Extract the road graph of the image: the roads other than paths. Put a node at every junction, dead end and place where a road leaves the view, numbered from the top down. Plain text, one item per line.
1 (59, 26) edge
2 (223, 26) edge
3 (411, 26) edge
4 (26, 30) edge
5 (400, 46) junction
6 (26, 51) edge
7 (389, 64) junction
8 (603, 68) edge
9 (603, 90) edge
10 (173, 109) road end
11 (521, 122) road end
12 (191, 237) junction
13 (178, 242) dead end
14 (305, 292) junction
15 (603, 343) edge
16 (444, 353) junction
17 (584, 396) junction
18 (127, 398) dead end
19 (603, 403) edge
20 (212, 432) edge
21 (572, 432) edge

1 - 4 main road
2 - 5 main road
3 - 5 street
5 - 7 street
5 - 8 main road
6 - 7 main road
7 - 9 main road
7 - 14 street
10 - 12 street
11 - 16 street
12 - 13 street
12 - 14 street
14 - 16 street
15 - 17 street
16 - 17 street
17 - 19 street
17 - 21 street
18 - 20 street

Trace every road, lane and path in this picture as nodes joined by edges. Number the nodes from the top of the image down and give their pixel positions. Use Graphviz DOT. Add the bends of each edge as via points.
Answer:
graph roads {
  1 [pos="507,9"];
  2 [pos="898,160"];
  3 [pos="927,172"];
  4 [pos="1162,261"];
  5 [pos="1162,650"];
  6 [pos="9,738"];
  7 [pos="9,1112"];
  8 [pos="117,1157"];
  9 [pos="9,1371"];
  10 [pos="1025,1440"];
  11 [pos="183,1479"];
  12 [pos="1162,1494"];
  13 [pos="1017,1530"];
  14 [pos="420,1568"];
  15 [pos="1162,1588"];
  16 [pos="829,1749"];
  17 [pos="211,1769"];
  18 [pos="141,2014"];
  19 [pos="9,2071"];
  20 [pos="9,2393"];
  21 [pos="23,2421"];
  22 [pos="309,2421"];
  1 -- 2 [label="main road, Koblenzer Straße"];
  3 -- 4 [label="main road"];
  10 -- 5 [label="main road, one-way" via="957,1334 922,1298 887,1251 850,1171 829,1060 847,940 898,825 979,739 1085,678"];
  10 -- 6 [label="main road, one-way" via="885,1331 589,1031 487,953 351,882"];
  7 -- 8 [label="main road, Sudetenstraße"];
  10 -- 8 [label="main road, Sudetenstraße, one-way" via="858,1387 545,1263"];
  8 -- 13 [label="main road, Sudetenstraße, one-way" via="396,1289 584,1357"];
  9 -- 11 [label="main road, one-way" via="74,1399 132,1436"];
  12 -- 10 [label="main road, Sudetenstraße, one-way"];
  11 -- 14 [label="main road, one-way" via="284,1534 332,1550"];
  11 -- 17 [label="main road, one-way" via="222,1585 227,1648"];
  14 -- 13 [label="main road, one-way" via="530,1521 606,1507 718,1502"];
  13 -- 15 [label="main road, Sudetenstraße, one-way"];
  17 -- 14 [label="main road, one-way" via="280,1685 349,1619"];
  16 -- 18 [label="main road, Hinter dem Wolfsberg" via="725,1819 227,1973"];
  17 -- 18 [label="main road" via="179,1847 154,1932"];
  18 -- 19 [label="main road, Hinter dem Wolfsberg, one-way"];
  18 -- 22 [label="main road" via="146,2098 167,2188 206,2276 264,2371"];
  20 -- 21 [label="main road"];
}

== == ==

• [What the task asks]:
Number of lines containing the word "junction" in the material above: report this figure and nothing more.

• [Output below]:
7